What is required » Pull every line from the records that has the word "Mercia" in it.

Data shown »
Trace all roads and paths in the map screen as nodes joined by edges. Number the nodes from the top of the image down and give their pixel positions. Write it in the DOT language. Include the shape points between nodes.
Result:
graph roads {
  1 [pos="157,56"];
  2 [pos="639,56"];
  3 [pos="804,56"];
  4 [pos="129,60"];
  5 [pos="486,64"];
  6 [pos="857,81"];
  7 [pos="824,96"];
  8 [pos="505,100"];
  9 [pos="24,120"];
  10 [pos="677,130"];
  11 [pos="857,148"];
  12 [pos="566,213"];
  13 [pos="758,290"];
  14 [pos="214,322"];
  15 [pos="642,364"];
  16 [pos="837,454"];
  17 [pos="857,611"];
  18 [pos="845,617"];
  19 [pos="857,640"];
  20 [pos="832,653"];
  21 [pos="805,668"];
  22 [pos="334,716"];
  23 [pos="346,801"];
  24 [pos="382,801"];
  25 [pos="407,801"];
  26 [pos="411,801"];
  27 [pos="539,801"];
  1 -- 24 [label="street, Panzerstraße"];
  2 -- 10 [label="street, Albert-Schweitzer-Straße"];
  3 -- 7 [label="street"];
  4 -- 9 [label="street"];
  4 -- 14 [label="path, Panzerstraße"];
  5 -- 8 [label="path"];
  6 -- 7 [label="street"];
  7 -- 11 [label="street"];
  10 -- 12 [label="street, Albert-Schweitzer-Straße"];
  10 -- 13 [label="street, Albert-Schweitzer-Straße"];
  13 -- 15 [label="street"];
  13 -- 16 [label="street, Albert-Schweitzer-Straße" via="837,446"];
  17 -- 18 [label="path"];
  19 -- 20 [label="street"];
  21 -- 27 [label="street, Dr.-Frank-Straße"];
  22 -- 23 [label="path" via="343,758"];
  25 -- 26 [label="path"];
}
* * *
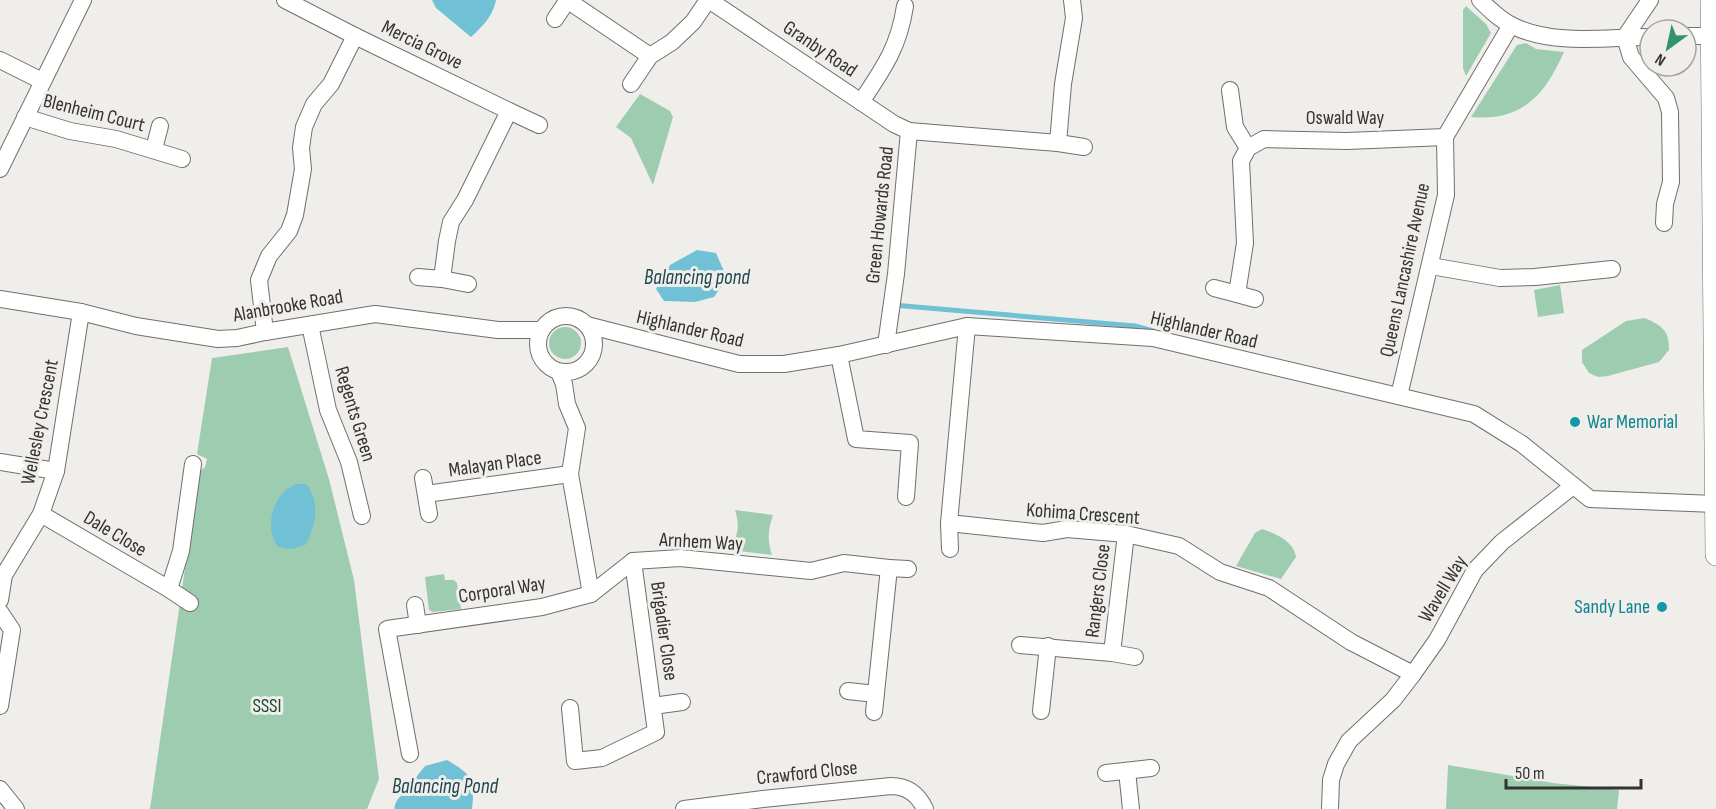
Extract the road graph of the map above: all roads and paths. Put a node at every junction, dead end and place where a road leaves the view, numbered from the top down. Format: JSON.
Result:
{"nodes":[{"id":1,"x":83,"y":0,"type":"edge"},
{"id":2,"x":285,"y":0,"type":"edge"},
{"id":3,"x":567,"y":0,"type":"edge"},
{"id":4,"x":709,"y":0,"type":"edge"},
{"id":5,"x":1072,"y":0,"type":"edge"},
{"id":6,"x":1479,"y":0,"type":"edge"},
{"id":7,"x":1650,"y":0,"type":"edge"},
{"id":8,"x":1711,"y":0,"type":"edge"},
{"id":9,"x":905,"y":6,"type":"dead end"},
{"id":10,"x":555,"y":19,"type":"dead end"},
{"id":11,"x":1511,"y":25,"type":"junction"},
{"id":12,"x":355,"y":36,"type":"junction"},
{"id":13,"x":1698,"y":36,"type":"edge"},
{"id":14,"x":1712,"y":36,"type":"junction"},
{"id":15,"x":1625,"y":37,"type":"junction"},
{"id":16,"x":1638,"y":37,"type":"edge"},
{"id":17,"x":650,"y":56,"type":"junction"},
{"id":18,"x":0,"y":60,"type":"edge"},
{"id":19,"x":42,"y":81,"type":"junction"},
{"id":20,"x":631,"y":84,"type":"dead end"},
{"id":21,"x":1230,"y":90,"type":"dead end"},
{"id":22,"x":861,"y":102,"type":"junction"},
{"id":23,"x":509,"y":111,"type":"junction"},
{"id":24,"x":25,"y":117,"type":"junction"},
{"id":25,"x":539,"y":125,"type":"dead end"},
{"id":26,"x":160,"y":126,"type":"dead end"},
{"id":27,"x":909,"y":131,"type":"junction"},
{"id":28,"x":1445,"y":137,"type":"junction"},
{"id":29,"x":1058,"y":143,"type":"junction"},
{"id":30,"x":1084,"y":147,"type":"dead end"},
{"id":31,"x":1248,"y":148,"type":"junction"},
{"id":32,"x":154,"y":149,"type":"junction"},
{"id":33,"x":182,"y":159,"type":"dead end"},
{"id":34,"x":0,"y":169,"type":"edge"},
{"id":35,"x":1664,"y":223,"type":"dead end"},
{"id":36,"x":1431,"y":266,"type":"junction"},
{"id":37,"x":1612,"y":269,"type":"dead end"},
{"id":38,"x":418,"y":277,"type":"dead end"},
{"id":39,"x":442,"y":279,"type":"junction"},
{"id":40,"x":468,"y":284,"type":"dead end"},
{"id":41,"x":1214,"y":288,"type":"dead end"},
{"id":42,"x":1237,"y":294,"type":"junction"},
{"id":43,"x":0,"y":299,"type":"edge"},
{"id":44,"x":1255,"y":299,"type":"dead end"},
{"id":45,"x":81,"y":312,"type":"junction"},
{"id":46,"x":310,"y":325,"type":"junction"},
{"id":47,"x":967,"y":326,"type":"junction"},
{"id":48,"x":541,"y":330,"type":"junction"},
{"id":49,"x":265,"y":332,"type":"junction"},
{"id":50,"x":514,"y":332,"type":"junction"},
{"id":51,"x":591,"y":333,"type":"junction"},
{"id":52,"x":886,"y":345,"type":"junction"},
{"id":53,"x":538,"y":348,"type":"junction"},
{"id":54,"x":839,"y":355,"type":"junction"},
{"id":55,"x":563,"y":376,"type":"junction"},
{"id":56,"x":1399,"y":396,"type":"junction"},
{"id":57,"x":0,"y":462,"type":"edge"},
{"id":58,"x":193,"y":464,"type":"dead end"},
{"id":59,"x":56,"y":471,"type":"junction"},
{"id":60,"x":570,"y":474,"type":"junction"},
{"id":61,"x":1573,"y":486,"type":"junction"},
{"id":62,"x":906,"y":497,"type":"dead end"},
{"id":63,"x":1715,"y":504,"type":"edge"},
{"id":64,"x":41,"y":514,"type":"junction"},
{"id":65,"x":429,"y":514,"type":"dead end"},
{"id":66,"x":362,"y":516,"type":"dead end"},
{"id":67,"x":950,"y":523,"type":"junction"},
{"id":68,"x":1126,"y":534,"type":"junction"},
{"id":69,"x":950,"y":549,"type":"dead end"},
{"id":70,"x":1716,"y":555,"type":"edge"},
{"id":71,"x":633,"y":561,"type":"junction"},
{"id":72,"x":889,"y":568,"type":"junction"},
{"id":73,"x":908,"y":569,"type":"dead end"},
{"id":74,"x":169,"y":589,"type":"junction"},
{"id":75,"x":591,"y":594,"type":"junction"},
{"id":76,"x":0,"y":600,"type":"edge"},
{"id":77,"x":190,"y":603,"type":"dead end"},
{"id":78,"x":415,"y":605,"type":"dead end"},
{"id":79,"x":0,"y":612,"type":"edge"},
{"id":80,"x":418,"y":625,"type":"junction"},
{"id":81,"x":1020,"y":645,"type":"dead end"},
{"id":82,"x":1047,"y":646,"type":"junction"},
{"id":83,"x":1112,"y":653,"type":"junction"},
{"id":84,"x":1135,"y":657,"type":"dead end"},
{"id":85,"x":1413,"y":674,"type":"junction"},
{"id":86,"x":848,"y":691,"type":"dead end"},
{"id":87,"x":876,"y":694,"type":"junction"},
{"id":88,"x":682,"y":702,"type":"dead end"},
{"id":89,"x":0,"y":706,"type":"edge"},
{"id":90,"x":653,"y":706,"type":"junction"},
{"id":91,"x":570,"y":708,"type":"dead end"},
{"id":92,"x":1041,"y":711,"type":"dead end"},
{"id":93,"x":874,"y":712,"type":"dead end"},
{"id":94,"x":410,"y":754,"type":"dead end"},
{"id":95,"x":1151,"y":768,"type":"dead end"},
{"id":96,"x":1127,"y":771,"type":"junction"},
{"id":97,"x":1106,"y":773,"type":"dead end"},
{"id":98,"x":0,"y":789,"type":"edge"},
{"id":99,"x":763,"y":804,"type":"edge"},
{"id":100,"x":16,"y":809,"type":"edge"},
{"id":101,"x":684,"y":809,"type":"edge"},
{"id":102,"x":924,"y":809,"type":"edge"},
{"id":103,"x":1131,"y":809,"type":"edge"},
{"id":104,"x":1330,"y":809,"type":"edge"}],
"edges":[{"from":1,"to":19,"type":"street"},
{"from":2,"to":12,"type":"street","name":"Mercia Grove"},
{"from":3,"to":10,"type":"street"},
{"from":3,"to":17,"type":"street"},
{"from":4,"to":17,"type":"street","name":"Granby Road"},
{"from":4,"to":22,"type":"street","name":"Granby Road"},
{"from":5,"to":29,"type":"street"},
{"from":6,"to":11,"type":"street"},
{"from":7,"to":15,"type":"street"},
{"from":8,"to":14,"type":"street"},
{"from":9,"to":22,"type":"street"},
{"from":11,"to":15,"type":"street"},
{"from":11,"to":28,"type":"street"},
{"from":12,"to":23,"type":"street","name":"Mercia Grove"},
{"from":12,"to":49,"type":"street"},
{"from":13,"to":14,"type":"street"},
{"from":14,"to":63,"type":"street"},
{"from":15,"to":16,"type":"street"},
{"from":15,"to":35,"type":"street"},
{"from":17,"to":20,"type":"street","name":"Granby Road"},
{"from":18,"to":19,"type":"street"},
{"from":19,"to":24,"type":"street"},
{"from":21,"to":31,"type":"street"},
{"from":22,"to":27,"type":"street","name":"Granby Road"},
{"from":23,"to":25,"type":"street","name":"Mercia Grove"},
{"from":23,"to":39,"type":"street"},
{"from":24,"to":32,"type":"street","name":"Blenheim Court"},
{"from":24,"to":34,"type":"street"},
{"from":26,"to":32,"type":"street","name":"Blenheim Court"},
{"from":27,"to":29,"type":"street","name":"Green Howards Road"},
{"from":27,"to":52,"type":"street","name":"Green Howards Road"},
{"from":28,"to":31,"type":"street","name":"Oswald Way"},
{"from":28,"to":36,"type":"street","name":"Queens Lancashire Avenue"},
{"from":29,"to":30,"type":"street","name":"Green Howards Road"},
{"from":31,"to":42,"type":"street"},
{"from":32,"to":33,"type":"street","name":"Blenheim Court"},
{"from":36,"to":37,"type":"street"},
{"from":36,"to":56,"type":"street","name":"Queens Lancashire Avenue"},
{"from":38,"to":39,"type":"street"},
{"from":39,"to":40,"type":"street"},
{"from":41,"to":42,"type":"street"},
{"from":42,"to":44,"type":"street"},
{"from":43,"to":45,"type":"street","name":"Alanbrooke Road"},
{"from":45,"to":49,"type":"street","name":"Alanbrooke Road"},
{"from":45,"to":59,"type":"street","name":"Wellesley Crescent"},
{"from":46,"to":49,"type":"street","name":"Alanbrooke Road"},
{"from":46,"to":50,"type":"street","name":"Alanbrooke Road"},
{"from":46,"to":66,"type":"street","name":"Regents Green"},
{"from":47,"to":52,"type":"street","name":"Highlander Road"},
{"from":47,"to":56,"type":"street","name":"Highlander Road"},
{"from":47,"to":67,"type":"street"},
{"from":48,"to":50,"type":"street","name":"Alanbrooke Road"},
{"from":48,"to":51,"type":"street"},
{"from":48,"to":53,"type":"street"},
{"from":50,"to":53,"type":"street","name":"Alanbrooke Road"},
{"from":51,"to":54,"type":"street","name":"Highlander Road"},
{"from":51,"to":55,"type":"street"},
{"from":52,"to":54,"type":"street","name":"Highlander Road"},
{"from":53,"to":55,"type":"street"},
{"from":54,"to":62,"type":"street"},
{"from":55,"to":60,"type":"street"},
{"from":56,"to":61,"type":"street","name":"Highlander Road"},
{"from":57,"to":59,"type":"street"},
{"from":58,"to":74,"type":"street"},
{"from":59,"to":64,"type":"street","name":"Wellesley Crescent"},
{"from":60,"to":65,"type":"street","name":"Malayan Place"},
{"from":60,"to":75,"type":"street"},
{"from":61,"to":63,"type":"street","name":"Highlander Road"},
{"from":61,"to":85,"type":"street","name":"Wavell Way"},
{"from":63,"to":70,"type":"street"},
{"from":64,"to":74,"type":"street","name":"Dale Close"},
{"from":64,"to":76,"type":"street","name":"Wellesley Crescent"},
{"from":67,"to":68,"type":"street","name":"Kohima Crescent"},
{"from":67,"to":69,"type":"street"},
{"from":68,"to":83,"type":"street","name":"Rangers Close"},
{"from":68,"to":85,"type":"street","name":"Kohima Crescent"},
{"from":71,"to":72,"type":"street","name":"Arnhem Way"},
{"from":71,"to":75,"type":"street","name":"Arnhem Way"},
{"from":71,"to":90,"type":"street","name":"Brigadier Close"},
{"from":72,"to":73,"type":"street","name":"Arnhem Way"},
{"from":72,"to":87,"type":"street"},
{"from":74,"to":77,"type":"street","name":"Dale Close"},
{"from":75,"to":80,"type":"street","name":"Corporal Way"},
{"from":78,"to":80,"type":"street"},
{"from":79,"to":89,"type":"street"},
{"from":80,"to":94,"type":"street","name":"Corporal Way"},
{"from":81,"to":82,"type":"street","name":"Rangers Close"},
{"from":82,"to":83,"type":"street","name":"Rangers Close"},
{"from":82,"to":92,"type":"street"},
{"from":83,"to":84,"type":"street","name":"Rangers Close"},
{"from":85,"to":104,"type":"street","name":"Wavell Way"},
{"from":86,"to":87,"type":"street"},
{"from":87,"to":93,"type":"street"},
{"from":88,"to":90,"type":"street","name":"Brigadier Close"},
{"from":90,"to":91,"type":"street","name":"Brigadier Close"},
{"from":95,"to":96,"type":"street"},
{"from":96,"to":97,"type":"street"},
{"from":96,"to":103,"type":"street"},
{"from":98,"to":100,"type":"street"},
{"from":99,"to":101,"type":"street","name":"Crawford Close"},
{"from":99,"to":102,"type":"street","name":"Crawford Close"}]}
...
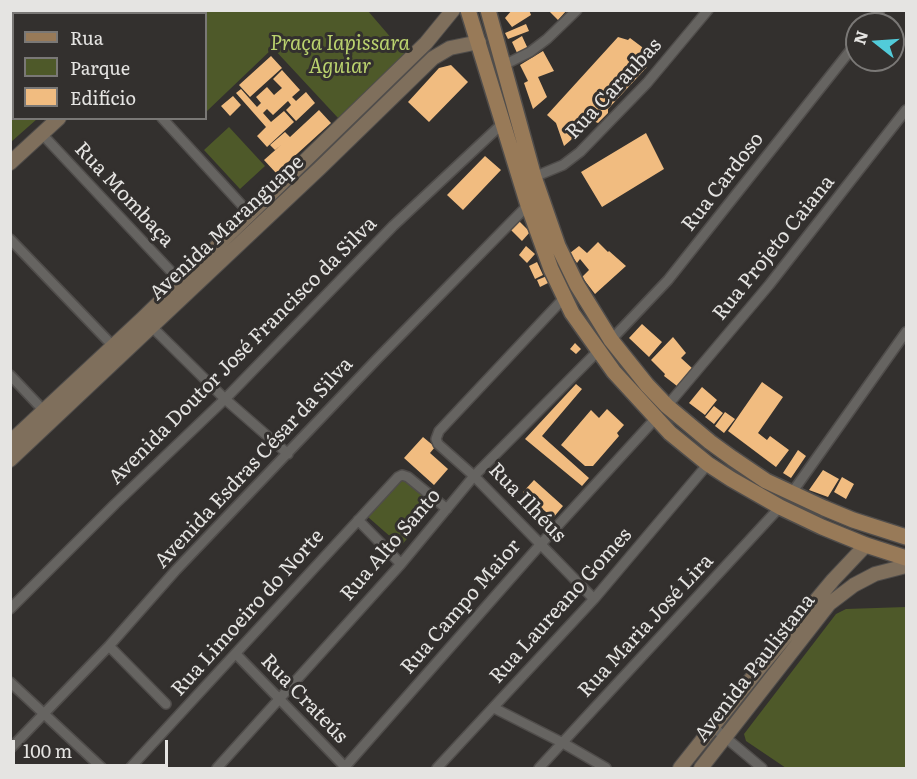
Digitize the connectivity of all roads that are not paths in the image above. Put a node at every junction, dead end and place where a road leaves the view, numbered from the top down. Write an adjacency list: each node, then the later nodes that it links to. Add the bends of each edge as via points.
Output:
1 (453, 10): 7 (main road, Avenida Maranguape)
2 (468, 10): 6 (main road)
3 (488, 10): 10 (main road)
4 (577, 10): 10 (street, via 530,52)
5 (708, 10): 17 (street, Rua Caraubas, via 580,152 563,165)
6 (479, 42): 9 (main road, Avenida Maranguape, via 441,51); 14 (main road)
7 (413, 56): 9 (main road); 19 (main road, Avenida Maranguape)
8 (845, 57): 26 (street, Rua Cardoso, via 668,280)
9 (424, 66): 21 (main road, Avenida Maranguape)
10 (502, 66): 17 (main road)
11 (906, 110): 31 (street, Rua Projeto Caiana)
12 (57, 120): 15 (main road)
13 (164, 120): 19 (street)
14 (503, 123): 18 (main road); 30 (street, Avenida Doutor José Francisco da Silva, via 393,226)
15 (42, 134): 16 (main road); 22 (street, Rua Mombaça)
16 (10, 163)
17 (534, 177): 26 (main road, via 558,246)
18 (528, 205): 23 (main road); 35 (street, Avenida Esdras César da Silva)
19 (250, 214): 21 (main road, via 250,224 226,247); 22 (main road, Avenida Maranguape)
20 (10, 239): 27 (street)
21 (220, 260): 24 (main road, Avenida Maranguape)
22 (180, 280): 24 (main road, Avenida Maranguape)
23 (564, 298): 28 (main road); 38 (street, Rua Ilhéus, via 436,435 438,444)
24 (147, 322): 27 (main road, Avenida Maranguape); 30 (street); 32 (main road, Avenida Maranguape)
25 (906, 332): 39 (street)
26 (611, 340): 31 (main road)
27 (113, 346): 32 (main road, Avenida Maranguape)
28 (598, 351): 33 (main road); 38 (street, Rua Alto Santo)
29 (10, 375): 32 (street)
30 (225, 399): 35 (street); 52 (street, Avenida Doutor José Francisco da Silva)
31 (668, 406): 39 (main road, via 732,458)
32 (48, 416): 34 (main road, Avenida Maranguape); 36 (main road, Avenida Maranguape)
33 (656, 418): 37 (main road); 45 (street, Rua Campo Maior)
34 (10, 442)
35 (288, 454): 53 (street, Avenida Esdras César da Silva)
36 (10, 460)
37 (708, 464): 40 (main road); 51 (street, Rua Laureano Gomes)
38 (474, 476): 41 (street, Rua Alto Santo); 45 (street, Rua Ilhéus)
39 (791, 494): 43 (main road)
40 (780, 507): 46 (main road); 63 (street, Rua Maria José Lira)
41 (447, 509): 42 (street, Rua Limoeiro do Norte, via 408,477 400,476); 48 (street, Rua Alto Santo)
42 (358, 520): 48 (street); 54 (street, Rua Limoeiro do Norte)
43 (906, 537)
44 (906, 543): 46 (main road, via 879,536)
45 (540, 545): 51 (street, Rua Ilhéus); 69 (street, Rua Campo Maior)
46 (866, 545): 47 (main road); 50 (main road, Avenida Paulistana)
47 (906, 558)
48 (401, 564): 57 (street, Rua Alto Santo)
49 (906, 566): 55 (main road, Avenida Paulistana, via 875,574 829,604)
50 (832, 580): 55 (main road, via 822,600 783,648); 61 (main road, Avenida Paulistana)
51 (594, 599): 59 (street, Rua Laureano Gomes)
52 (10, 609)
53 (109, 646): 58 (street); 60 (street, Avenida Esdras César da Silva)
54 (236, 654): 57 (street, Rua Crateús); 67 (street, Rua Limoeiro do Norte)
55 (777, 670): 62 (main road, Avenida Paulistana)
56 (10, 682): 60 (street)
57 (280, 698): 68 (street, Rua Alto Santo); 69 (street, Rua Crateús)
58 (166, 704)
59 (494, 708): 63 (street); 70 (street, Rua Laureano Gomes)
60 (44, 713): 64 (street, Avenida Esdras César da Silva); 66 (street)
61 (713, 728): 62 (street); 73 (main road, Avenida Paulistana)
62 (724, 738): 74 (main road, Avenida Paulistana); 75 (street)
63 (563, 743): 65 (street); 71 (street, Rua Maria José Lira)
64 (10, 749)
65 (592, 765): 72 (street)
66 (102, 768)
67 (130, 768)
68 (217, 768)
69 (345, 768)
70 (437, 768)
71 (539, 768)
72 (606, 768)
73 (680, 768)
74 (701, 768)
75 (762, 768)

Answer for this exercise »
{"from":2,"to":12,"type":"street","name":"Mercia Grove"},
{"from":12,"to":23,"type":"street","name":"Mercia Grove"},
{"from":23,"to":25,"type":"street","name":"Mercia Grove"},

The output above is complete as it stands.